On a more serious note, it is kind of scary that we seem to hear more and more stories about these types of sexual predators. Maybe this is a good sign: That we are now more aware of this problem and better able to trace and catch them. On the other hand, the fact that we catch an X number of them might just mean that we don’t catch all the others.

If you compare it with the coastguard’s struggle to catch cocaine smugglers, it always makes for some great headlines when they happen to catch another load that’s worth so-and-so many millions of dollars but everybody knows that most of the cocaine safely reaches the noses of the clients willing to pay for the product. One can only pray to the Gods of one’s choice that the amount of coke captured and the amount of it reaching the market don’t compare with the percentage of paedophiles caught and the percentage of those who get away with it - but it’s not something we can ever really be sure of, now can we?

What we do know is that sexual predators are attracted to jobs where it’s easier for them to have access to their intended victims.
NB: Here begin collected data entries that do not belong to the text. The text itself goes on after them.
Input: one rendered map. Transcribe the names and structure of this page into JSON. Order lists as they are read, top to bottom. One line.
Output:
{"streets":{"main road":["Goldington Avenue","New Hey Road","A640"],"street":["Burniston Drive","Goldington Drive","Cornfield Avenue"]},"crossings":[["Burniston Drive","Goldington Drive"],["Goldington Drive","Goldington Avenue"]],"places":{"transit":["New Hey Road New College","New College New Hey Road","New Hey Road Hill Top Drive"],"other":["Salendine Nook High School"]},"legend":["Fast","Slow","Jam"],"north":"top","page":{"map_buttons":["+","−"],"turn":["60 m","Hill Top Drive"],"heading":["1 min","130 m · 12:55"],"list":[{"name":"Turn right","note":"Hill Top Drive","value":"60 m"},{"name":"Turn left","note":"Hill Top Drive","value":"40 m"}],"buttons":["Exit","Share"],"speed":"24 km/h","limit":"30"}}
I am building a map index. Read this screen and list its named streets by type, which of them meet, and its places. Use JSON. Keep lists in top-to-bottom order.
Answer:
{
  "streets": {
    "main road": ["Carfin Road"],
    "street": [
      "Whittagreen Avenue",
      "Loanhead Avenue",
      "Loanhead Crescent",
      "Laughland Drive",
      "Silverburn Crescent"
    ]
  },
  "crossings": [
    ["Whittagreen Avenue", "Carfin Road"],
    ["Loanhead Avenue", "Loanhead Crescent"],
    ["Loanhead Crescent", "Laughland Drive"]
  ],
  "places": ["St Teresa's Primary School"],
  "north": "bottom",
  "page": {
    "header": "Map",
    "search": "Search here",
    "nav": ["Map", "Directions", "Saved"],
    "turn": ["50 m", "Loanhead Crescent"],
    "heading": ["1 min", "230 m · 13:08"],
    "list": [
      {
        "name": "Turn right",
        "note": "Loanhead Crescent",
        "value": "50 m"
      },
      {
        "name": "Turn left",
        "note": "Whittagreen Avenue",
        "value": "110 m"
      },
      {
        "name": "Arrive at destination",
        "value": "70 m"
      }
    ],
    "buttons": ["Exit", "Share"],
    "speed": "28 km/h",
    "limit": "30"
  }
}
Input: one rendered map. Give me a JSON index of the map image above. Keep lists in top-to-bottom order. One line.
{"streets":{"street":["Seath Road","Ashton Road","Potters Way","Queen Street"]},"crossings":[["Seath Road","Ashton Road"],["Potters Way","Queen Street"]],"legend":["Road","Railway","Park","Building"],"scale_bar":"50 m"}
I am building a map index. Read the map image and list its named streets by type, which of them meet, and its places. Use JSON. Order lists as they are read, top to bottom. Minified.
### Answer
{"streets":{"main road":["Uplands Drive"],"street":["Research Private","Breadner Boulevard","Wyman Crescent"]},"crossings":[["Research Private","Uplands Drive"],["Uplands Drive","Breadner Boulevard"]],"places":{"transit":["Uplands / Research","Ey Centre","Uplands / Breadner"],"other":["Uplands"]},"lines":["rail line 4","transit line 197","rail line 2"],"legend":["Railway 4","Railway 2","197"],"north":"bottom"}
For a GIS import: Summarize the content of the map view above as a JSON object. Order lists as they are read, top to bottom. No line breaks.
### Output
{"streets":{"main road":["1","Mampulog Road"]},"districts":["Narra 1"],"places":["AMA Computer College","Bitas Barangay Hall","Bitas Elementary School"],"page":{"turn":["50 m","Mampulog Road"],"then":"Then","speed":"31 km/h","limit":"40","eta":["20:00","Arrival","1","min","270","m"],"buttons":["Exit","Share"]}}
Hence the high percentage of youth workers, teachers and school ground employees etcetera who are caught and convicted for these crimes. Which is very unfair to all those other people who have chosen their careers because they care deeply for children and want to work with them for all the right reasons.

Still, we have to acknowledge that there are certain professions that are, in a way, the hide-outs of choice for these sexual predators. I’m not sure where that leaves us as a society. Obviously, you don’t want to organise Joe McCarthy style witch hunts for paedophiles among the whole population of teachers, priests, swimming instructors and what have you. That would be terribly unfair to all of those who work with children and it might even be counter-productive, in that it might just scare away people who like to work with kids but who would not be willing to cope with an officially supported automatic suspicion of their motives.

There are a few things we can and should do - and it’s a crime against our children that we don’t do these things automatically already. There should be some automatic vetting of candidates who want to work with children. Simple stuff: a check for previous criminal convictions for child abuse. It sounds ludicrous but this is not done everywhere as a matter of cause. Furthermore, when people move from one job to another, there should be a system of clear references when it comes to cases of paedophilia.

It is a complete outrage but too often schools (and yes, churches) and scouting organisations etcetera decide that they and their communities would rather not take matters to court, preferring to dismiss the predator rather than go through the whole gruelling process of a criminal trial - and in these cases the predators can move from one job to the next, without their new employers ever hearing about these crimes. Until the predators get caught at it again, after which they might end up in court or are simply allowed to move on to their next, quite similar job. There should, of course, be very stiff penalties against any institution, or persons who get involved with these kinds of cover-ups - something we already have in the case of murder, like an ‘accessory to paedophilia.’

No laws will ever stop the predators, of course but we could try to make life a bit less easy for them than we are doing now. As a society we also shouldn’t want to be accessories to paedophilia. That would seem to be the least we could do for our children.